Problem details:
Across the entries below, tally every line that holds the string "main" and reply with the number only.

Information supplied:
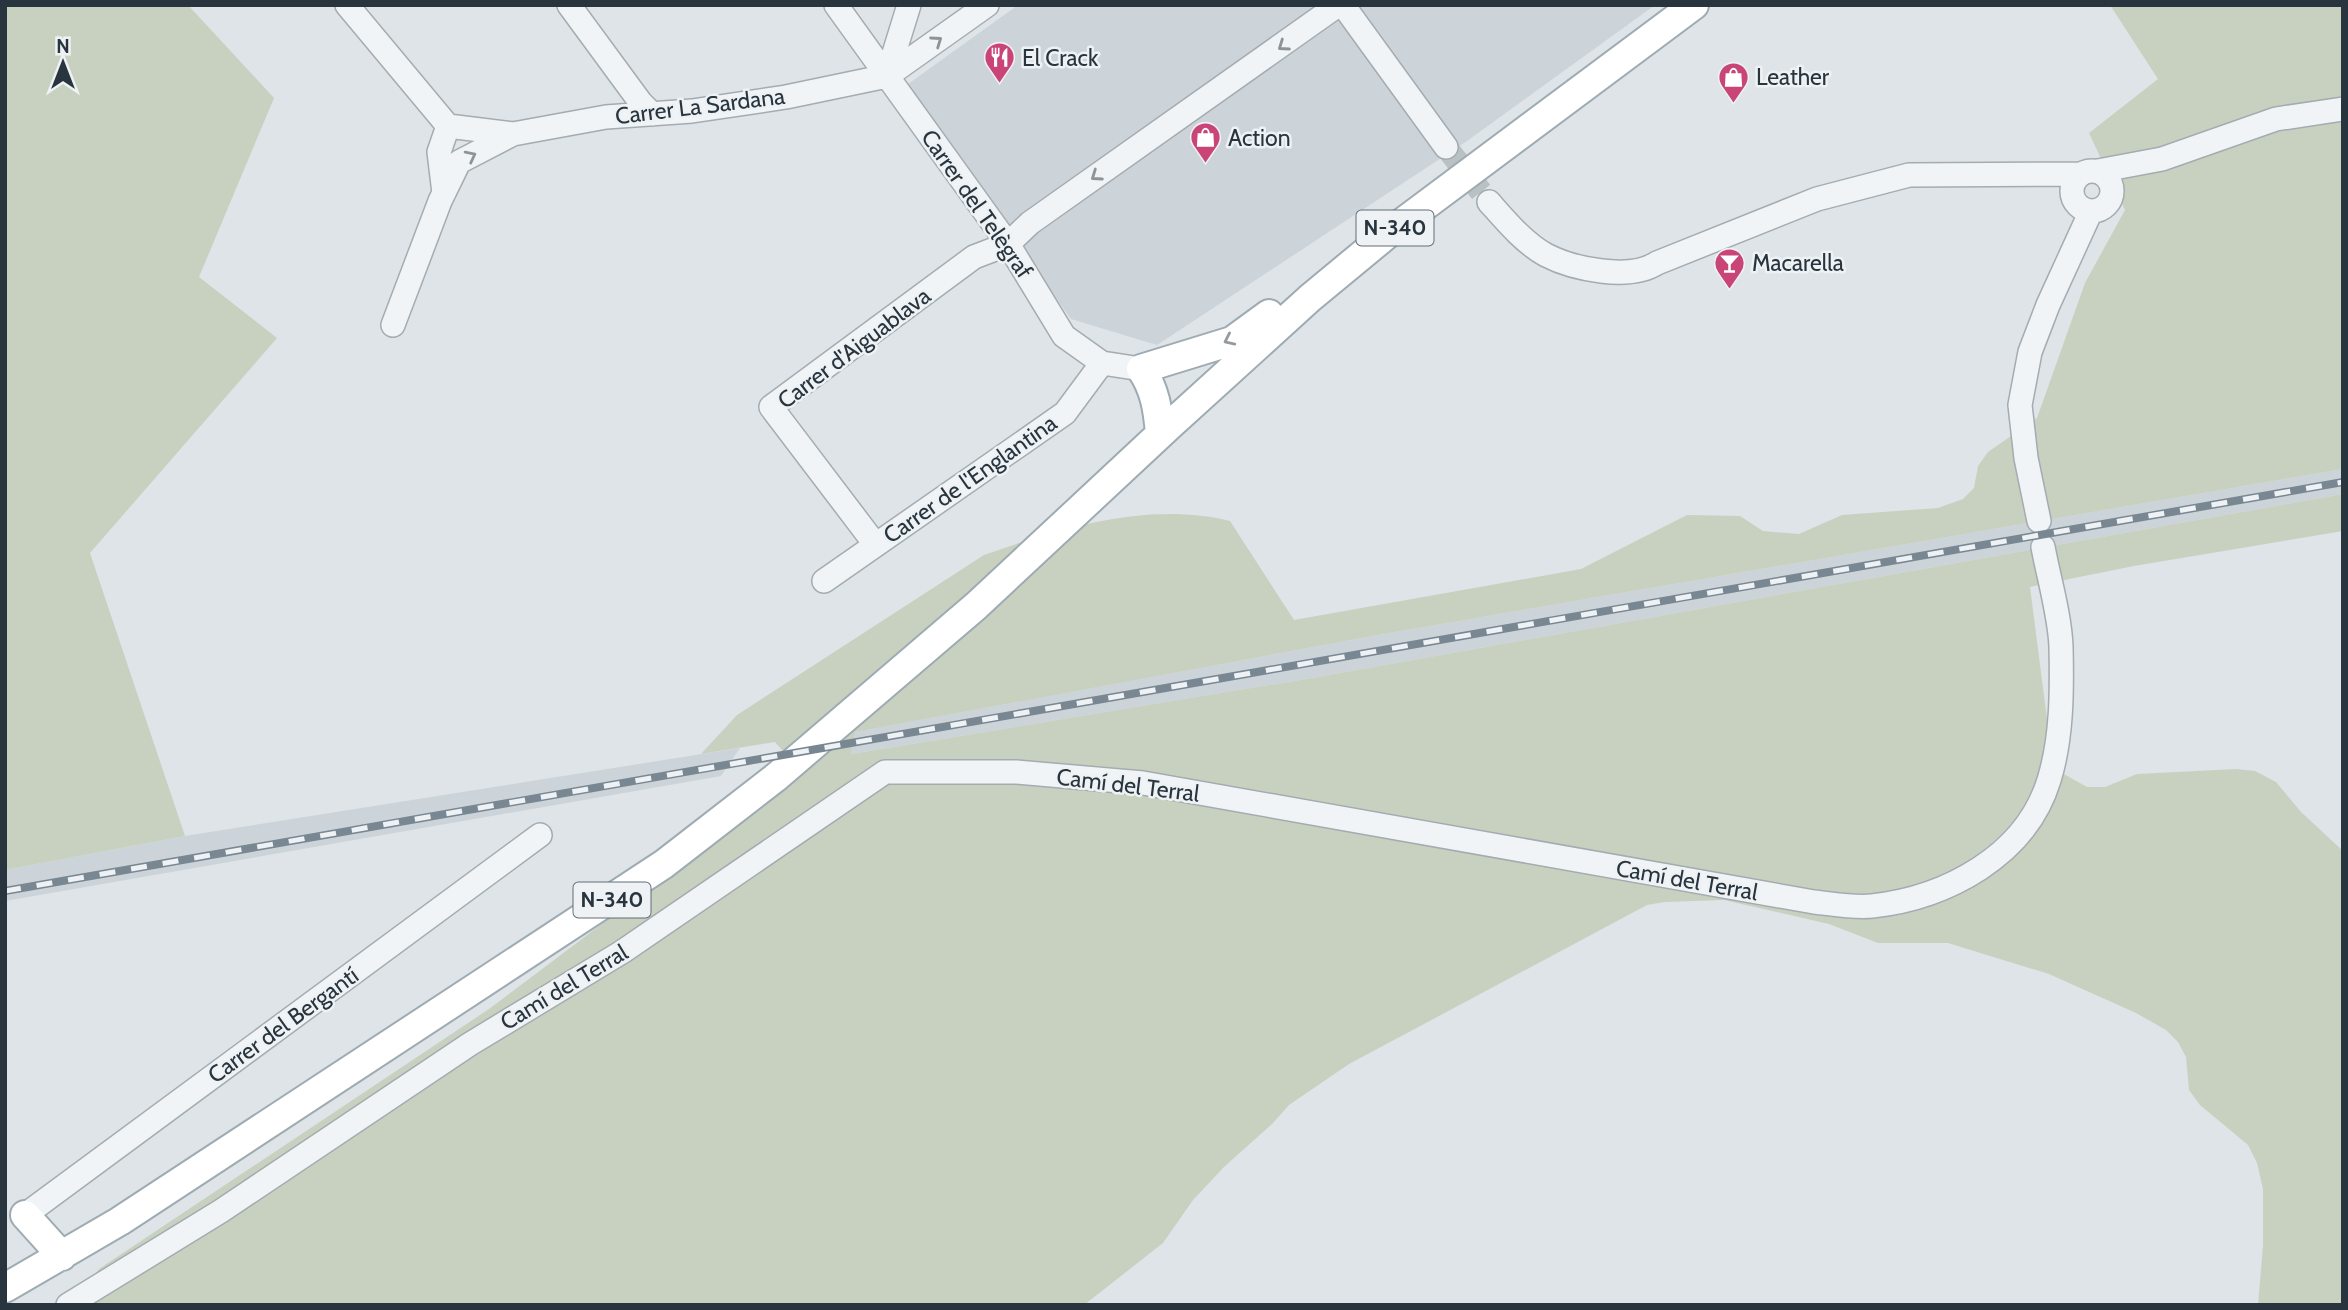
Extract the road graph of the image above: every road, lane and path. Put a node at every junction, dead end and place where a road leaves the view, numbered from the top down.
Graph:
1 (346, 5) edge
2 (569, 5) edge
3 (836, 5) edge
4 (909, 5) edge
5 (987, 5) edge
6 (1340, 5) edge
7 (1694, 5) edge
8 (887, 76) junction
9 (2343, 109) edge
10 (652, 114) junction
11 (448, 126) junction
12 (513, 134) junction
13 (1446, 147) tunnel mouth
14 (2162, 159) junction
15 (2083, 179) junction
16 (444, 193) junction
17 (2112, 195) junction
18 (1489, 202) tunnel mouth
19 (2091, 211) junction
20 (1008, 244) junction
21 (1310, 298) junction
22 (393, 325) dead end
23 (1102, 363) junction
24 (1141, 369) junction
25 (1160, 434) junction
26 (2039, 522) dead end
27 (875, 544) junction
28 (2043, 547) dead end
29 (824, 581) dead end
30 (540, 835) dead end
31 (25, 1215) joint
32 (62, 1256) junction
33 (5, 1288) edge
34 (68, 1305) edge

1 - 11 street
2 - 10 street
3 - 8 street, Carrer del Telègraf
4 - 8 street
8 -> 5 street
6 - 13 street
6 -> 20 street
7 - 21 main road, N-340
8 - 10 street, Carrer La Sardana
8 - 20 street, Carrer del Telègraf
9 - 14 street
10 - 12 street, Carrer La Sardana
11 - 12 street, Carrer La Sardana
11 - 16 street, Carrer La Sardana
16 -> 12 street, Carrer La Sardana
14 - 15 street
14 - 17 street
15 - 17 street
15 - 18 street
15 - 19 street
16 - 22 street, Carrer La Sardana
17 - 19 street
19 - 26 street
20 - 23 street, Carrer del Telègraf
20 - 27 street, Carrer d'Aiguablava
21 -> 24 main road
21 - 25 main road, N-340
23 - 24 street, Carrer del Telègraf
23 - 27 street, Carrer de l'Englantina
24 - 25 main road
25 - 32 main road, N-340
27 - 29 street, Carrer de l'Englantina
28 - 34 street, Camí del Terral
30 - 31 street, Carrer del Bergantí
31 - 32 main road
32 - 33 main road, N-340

Response area:
7